[Dataset records]
== Segment start ==
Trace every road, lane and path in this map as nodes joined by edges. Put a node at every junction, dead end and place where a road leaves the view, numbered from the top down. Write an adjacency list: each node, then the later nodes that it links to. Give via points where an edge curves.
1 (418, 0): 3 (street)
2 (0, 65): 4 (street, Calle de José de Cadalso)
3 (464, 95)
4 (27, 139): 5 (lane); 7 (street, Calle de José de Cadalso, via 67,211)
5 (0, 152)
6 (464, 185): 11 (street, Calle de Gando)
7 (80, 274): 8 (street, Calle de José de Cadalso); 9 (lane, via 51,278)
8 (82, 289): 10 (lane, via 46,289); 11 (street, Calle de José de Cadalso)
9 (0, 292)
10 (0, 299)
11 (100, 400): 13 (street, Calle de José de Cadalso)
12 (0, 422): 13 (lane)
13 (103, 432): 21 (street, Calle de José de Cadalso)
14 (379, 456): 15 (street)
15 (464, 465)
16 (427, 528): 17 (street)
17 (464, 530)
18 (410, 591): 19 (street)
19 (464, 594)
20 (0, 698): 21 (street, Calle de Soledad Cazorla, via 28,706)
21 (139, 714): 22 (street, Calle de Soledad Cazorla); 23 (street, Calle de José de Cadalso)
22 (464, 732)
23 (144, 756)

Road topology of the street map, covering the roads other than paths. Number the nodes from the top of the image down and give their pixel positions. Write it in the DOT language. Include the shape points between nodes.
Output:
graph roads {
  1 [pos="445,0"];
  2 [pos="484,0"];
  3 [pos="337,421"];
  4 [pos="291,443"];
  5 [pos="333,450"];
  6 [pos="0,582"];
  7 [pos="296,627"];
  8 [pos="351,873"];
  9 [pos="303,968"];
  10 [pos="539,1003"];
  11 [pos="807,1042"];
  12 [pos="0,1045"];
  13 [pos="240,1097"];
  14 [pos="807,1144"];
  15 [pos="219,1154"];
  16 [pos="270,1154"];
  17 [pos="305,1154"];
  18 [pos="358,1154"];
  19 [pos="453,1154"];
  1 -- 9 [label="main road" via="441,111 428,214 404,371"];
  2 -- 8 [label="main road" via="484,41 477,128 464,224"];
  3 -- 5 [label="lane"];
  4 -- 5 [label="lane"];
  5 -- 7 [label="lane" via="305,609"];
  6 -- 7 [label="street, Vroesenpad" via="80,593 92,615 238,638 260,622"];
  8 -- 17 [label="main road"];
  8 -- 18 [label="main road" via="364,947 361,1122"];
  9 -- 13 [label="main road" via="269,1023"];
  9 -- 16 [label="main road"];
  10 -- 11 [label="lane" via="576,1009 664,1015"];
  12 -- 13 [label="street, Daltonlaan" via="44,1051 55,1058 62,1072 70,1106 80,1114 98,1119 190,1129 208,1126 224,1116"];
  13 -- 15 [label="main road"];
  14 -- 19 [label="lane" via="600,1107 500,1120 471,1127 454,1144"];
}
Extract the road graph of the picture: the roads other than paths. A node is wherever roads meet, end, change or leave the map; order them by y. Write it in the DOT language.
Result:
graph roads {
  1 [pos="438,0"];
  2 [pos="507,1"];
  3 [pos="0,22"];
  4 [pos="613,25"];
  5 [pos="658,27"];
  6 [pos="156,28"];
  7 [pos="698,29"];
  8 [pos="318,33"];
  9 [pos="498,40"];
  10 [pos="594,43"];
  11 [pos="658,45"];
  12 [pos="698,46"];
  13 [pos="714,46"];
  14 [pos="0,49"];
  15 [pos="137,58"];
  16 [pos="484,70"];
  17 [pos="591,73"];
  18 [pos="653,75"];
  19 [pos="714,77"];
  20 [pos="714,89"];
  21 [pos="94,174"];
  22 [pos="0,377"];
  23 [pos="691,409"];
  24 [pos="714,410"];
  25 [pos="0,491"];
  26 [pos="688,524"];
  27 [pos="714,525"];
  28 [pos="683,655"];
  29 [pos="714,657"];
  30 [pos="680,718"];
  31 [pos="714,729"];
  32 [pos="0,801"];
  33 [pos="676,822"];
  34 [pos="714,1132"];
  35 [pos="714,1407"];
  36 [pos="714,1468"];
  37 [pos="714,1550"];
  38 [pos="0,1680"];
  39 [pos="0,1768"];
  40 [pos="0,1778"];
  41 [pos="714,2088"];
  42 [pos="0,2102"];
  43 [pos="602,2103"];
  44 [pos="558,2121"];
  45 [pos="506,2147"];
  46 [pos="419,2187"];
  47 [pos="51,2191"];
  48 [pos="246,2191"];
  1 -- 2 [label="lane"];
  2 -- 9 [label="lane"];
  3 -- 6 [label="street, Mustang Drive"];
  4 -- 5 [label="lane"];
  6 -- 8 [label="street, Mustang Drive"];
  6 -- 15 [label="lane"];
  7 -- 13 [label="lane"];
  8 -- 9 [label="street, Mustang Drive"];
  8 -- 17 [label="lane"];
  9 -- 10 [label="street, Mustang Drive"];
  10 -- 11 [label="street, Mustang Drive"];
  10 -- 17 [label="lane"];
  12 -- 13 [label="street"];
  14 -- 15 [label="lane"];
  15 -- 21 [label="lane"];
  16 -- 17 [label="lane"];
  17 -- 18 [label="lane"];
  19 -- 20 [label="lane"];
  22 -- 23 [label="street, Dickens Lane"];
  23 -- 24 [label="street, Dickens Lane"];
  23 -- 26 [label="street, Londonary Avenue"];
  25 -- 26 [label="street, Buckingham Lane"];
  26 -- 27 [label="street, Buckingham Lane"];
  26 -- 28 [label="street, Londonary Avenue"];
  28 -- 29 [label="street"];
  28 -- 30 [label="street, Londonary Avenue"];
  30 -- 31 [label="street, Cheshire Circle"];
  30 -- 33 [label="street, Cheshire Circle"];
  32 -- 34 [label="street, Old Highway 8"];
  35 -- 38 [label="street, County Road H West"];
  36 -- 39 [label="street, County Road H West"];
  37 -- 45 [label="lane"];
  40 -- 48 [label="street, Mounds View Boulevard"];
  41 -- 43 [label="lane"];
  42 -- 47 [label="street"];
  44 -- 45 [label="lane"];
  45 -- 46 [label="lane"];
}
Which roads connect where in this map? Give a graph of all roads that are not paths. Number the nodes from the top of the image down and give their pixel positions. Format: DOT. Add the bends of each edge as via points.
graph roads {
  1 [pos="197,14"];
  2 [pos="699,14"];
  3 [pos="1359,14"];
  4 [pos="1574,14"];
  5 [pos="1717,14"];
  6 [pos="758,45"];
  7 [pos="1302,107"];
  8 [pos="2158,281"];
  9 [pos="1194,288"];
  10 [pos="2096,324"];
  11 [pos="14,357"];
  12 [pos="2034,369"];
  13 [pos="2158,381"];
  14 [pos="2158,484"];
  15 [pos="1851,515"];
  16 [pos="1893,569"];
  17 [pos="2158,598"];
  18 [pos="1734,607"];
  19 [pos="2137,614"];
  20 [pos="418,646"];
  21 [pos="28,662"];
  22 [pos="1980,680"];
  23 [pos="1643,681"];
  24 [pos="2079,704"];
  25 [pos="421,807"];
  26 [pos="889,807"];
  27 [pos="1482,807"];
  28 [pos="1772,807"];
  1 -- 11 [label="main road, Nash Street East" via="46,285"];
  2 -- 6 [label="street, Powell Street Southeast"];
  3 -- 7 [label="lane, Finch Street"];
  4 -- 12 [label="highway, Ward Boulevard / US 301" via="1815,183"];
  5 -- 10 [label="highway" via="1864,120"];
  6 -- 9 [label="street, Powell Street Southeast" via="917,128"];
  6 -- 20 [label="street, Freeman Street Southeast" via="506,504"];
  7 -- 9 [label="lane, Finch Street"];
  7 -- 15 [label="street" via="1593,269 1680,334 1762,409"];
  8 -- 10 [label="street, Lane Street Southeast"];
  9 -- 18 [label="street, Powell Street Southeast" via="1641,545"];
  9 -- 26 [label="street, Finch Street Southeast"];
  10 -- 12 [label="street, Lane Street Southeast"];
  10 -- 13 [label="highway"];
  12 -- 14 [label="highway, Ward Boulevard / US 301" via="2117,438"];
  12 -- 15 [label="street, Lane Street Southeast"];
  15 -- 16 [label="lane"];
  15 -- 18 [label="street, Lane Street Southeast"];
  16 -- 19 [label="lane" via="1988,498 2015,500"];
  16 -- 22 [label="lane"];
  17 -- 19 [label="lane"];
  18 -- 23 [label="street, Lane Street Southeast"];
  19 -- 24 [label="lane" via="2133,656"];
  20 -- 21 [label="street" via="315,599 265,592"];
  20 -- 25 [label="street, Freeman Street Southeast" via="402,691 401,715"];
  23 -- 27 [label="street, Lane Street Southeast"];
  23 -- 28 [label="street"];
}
== Segment end ==
[What you have to do]:
Filter the data above down to lines with the word "positions", and copy them.

[Solution below]:
Road topology of the street map, covering the roads other than paths. Number the nodes from the top of the image down and give their pixel positions. Write it in the DOT language. Include the shape points between nodes.
Which roads connect where in this map? Give a graph of all roads that are not paths. Number the nodes from the top of the image down and give their pixel positions. Format: DOT. Add the bends of each edge as via points.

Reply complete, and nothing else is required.